Repeal of the provisions of the Constitution that ascribe to women idealised roles of motherhood and domesticity is long overdue. Even if the legal consequences of such sexist language are more apparent than real, the language itself is belittling, outmoded and, most definitely, patronising.

Few lawyers, apart from some traditionalists, would lose sleep over repeal of the “women in the home” provision. Many would prefer deletion of constitutional “vibes” altogether. Whatever replacement words should be used instead of the repealed provisions of article 41 will depend on your level of constitutional ambition.

If you buy into the dogma that socioeconomic rights have no place in the Constitution, it should not be beyond your tolerance level to vote for an expression of constitutional gratitude devoid of legal consequence by way of a tokenistic reference to “care in the home”. That is all that the Government is asking of those who become apoplectic at the mere hint of interference with the processes of redistribution by an unelected judiciary supposedly straining at the leash to redistribute the wealth. This model of judicially enforceable socioeconomic rights or “minimum core obligations” annoys unelected officials as much as it concerns some ideologically-driven politicians, even if it’s often presented as a caricature.

By inserting article 42B recognising “care in the home” while repealing the references to “women in the home” we are substituting one form of patronising recognition in our Constitution for another, without the excuse that it’s 1937. This is an unconscionable bargain and an empty formula. Although “striving to support” will, no doubt, be oversold as an incremental gain, it is no more than a replacement vibe.

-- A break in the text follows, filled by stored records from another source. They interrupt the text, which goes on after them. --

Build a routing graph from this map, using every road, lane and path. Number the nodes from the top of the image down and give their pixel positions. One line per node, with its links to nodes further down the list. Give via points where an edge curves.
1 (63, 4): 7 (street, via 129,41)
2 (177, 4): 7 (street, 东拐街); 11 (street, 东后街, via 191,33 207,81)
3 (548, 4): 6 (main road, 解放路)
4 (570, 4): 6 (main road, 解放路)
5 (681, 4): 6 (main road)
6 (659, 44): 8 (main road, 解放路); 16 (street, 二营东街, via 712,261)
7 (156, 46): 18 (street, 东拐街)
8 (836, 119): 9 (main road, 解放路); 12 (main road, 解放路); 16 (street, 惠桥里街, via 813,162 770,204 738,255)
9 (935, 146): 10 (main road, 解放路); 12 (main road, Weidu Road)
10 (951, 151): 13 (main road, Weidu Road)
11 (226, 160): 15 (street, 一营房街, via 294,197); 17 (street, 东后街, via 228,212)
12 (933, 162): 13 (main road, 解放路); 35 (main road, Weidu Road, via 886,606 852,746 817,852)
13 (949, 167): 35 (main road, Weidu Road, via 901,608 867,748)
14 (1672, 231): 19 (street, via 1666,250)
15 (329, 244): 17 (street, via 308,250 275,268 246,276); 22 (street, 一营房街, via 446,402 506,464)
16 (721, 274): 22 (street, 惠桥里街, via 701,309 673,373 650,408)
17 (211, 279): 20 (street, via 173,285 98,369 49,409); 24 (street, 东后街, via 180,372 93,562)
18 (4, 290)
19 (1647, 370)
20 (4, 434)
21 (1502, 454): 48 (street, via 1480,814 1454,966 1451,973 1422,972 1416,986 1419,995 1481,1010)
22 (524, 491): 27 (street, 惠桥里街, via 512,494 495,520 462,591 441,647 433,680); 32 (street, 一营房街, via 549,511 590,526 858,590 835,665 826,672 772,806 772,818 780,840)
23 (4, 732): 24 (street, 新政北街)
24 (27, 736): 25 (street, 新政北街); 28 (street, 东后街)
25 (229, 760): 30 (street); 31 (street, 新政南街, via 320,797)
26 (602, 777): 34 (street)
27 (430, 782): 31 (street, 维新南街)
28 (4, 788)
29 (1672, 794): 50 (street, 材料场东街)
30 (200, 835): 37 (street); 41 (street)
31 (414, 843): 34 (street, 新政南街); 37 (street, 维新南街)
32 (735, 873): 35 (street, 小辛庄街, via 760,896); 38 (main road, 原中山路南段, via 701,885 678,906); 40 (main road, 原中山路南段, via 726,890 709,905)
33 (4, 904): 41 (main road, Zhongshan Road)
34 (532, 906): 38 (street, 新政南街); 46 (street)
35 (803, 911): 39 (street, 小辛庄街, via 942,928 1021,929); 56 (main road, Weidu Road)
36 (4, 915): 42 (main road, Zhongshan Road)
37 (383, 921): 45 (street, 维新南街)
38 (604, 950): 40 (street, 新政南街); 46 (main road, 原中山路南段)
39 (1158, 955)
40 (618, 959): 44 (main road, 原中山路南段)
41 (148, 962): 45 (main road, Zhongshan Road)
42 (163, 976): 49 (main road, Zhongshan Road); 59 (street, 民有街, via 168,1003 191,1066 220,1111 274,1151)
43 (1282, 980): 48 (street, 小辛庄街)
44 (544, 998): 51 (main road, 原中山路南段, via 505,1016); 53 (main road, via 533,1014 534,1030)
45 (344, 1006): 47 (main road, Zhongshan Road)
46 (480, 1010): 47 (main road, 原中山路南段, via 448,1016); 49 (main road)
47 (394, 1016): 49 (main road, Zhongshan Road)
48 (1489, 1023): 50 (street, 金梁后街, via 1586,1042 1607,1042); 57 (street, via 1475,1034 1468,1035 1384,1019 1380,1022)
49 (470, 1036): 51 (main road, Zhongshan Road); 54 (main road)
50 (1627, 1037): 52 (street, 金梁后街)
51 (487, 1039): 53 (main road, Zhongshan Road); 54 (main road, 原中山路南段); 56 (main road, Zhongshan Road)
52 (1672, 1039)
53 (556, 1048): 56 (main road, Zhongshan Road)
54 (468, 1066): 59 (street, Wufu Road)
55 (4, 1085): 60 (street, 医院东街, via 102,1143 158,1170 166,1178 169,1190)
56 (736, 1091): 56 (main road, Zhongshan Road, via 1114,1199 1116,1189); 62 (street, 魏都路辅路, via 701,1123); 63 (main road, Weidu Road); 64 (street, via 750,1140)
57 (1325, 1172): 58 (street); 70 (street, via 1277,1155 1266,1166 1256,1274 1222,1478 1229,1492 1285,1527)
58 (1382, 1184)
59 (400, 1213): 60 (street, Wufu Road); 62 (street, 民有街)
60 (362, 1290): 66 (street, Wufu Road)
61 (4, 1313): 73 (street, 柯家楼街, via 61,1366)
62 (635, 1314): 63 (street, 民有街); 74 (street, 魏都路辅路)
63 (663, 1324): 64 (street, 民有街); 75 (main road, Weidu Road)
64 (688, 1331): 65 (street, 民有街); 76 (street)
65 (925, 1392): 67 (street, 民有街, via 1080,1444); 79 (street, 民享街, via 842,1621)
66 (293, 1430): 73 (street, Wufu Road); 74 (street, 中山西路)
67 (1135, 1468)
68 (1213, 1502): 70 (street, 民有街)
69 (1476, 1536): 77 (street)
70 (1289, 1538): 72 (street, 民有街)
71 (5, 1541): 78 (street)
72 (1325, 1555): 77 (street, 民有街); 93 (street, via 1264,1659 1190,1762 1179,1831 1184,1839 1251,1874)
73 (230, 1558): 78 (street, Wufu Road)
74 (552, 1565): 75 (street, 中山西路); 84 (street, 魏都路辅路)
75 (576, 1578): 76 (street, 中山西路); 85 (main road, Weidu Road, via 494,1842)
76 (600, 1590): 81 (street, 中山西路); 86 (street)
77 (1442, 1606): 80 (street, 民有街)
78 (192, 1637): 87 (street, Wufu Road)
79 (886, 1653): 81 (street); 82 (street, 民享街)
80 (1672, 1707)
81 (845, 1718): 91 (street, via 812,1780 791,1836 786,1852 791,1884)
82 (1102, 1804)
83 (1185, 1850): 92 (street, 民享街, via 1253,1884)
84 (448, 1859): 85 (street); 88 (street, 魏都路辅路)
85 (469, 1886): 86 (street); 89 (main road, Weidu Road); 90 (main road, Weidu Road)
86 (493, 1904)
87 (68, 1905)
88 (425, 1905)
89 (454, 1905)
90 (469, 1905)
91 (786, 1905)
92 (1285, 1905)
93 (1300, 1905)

It can, of course, be argued that something stronger within the confines of the family provisions of the Constitution might have no material impact on the lives of those in receipt of care and their carers, but why settle for so little? Ideally, issues such as this should be dealt with under the equality provision of the Constitution, a provision laced with antiquated language and no less in need of what the Taoiseach would call “constitutional catch-up”.

When it comes to socioeconomic rights, we still see the public interest as commensurate with the parsimony of the public purse. The drafters of the Constitution hooked their coherence on Catholic social teaching, perhaps seeing some dignity in charity. We should no longer pass off charity as rights.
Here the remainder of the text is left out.